I kid. Oodles of people still extend the benefit of the doubt to people on the other sides of various ideological aisles and chasms. But the failure to do so is still a major theme in my inbox, even in otherwise friendly messages. I see a lot of pointed challenges to the worst/dumbest/weirdest possible interpretation of what I’ve written — “love your work, but don’t you think it’s a bit unfair to say that people who stretch are stupid poopy heads?” Yes, that would be unfair, dear reader, but only if I’d actually said it.

I answer a question of that basic type about a dozen times per week.

Then there’s the angry ones! Those fun folks are working to ignore any evidence that my position might be more nuanced or reasonable than their angry charicature of it. They are maximally ungracious. For these people, it’s clear that what they really want to do is yell at me, and their so-called “criticism” is just a sort of casus belli.

These failures to apply the principle of charity, or active efforts to undermine it, do not have their own official name. It’s just being un-charitable. Also known as just being a jerk. This lack of a good name contributes to chronically underestimating its importance. It might be doing more harm than any number of false equivalences, antecedent denials, and reifications.
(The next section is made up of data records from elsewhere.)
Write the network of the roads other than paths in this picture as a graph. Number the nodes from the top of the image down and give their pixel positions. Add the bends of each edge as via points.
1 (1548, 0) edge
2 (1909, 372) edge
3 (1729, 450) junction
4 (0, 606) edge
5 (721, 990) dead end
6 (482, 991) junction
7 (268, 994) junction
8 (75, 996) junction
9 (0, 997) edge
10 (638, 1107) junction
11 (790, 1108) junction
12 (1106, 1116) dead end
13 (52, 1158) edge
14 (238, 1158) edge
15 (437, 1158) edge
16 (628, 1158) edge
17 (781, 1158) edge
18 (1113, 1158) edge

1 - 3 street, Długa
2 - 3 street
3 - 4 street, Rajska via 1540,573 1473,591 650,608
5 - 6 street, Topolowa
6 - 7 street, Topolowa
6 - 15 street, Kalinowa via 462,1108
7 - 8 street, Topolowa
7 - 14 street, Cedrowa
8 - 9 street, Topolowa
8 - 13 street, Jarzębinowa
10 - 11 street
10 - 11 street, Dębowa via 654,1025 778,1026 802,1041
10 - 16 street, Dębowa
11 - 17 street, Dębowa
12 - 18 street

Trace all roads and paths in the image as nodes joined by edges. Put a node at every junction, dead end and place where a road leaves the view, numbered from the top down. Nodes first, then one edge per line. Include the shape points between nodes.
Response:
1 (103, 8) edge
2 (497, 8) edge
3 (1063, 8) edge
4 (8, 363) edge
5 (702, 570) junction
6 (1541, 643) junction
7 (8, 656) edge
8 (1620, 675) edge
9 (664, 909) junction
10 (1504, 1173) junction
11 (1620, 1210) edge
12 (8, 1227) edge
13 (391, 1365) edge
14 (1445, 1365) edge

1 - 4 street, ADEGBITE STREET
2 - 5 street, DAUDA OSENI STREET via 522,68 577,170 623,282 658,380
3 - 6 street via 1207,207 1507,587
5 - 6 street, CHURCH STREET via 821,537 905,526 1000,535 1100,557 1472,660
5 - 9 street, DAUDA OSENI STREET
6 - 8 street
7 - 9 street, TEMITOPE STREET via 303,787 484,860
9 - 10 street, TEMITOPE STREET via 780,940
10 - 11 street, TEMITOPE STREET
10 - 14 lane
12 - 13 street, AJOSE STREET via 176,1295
Being uncharitable is the reason many fallacies are deployed in the first place.

For my part, I will sometimes try to see past the terrible manners of a critic, on the off chance there’s a valid criticism snuggled betwixt the insults, but I get way too many comments to deal with them all meaningfully, and so by far the easiest (and most tempting) way to narrow it down is to just ignore the rude ones. The instant I detect a Class III PoC Violation … swish, into the digi-trash.

There’s a whole class of emails in the “dear-jerk-your-article-sucks” class that betray themselves in the first few words, and so they are the first to go: they’ve completely wasted their time, but only a split second of mine.